**WORK REQUEST:** Search the listing below, and show each line that includes the word "than".

**DATA TO PROCESS:**
========================================

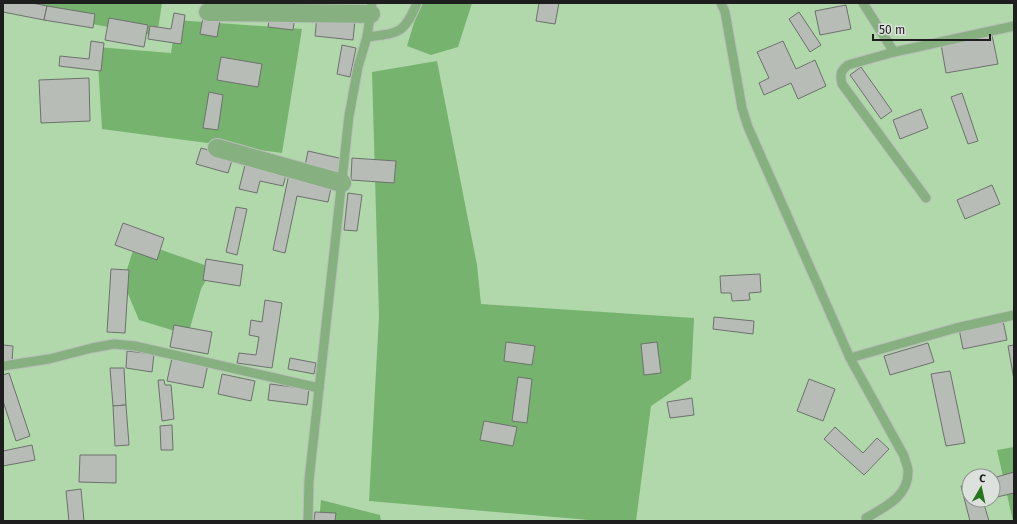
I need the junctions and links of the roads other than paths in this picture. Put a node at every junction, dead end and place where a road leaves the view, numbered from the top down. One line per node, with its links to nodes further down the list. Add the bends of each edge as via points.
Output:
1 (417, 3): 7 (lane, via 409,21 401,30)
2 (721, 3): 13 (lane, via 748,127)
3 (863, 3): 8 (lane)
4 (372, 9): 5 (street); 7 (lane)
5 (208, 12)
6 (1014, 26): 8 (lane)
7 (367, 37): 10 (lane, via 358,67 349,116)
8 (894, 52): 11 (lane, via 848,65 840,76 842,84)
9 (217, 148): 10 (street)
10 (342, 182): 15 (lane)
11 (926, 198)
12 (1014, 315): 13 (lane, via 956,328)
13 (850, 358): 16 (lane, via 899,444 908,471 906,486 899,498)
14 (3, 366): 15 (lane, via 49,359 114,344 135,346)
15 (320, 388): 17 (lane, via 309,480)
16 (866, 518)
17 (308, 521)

========================================

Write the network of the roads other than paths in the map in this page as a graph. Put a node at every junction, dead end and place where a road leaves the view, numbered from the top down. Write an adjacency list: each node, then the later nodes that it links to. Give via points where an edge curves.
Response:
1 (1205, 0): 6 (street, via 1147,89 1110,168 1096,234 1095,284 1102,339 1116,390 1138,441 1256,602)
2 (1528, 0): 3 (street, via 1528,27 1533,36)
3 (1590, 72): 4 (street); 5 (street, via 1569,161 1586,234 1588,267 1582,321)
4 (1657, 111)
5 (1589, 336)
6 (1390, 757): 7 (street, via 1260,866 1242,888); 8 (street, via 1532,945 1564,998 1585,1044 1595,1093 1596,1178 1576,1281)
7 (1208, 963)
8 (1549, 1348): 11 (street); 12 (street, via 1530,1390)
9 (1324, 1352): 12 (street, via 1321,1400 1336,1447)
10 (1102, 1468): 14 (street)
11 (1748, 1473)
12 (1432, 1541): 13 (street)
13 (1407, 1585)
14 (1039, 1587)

========================================

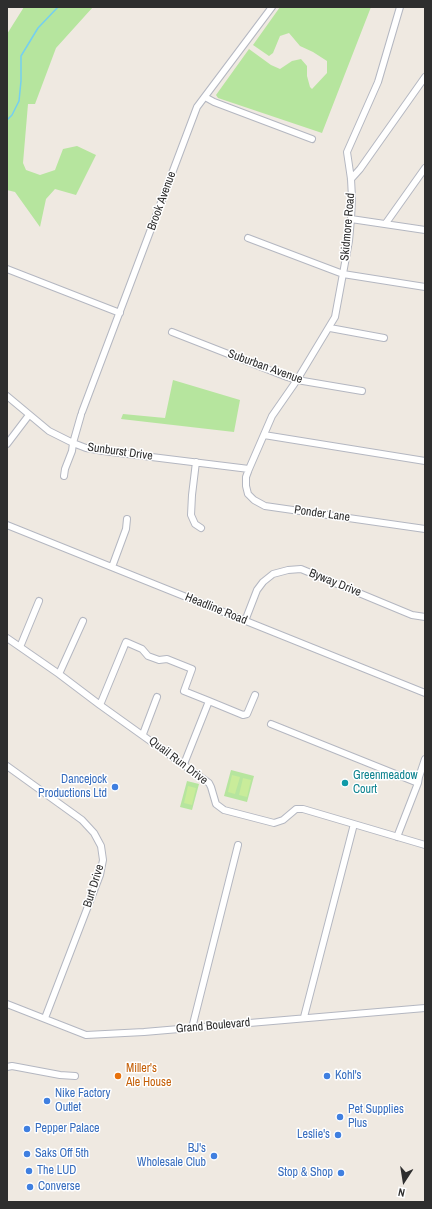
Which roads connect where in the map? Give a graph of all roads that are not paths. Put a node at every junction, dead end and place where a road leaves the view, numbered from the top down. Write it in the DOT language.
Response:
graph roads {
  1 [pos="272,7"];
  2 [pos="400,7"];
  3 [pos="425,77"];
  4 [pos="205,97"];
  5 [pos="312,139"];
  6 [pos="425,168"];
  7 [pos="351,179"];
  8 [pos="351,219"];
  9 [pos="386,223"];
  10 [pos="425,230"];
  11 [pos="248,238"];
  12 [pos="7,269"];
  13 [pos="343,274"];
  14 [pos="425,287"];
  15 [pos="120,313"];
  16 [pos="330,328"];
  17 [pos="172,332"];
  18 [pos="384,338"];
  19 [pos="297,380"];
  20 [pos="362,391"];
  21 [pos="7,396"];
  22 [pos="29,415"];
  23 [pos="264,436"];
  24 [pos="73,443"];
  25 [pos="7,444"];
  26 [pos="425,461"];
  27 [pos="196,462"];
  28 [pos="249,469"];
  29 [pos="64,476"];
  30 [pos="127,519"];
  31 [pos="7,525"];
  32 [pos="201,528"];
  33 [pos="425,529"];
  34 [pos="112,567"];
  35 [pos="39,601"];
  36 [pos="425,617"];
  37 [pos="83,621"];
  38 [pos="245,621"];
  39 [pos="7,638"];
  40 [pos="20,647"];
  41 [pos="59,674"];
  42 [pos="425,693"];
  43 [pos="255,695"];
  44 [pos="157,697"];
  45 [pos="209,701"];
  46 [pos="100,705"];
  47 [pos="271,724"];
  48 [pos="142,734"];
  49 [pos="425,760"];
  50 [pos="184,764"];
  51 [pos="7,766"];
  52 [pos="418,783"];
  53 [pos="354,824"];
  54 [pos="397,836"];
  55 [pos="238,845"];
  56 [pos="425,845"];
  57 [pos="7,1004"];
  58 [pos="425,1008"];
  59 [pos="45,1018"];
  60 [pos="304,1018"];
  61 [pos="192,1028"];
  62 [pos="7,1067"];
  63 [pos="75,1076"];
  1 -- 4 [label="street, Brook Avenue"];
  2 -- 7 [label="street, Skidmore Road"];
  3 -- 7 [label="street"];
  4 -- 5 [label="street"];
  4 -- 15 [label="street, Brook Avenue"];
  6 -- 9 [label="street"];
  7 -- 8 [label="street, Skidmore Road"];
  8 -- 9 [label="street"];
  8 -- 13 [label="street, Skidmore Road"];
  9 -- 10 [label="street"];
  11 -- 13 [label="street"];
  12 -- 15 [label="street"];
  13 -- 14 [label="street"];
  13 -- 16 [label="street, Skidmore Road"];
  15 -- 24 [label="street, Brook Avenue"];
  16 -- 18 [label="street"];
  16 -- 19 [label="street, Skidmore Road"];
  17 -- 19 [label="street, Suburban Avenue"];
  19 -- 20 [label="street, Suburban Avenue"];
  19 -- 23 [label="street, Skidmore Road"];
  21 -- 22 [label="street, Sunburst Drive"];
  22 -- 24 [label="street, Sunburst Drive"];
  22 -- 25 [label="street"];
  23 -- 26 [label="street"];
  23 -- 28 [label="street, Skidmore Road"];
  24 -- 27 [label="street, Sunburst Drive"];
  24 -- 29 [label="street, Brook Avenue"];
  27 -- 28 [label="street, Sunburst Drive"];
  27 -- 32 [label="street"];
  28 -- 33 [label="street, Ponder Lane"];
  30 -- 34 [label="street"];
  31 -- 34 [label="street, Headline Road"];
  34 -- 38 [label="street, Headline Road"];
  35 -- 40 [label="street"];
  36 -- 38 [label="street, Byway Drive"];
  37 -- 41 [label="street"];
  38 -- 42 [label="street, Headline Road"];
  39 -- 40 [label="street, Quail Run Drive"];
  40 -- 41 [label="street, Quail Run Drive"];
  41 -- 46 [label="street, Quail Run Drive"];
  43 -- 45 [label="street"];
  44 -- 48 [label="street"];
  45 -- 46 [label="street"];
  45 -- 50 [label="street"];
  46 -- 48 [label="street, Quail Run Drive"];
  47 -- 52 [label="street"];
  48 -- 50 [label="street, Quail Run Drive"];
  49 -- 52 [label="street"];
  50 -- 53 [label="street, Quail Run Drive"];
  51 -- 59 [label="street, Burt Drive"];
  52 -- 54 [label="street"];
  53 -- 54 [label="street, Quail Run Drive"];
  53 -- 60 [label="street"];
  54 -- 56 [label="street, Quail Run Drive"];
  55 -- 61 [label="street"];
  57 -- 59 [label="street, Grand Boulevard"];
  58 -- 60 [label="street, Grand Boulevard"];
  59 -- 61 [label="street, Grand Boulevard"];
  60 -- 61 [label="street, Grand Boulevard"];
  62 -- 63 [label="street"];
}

========================================

**RESULT OF THIS EXERCISE:**
I need the junctions and links of the roads other than paths in this picture. Put a node at every junction, dead end and place where a road leaves the view, numbered from the top down. One line per node, with its links to nodes further down the list. Add the bends of each edge as via points.
Write the network of the roads other than paths in the map in this page as a graph. Put a node at every junction, dead end and place where a road leaves the view, numbered from the top down. Write an adjacency list: each node, then the later nodes that it links to. Give via points where an edge curves.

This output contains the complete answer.